Task prompt: Go through the records below and return each line that has "中央自動車道" in it.

Records contained in a dataset:
'''

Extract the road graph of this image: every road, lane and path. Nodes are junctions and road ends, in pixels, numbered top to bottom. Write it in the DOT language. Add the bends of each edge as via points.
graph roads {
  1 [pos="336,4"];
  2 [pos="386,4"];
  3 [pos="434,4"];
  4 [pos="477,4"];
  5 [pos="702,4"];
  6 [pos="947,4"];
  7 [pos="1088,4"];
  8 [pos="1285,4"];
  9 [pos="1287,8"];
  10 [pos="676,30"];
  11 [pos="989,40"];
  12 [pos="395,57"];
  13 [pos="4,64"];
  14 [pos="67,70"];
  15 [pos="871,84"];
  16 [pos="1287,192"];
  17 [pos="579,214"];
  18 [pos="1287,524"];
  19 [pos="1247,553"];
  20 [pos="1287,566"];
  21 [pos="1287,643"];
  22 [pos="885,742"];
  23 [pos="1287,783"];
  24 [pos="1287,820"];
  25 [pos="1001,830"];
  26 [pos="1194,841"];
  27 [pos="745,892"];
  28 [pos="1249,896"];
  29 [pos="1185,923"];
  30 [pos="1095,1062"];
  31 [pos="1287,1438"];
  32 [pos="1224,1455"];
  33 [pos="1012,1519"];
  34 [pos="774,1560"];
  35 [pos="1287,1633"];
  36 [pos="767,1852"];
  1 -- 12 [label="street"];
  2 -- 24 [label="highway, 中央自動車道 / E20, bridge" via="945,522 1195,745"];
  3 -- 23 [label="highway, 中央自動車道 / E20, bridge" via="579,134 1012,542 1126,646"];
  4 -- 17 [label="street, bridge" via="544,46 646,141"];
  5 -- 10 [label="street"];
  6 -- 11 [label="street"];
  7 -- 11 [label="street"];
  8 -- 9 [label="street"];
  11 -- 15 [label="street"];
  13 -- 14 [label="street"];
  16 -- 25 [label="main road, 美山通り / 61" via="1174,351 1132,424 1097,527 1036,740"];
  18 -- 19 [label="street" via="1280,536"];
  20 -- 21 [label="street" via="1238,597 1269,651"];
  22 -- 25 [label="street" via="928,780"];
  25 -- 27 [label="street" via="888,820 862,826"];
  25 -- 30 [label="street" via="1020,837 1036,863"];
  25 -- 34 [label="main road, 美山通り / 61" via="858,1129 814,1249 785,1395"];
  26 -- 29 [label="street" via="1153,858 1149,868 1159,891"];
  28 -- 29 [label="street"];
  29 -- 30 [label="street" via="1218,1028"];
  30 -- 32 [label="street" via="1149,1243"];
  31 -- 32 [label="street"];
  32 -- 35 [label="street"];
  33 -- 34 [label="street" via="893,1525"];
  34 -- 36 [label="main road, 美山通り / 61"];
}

'''

Task solution:
  2 -- 24 [label="highway, 中央自動車道 / E20, bridge" via="945,522 1195,745"];
  3 -- 23 [label="highway, 中央自動車道 / E20, bridge" via="579,134 1012,542 1126,646"];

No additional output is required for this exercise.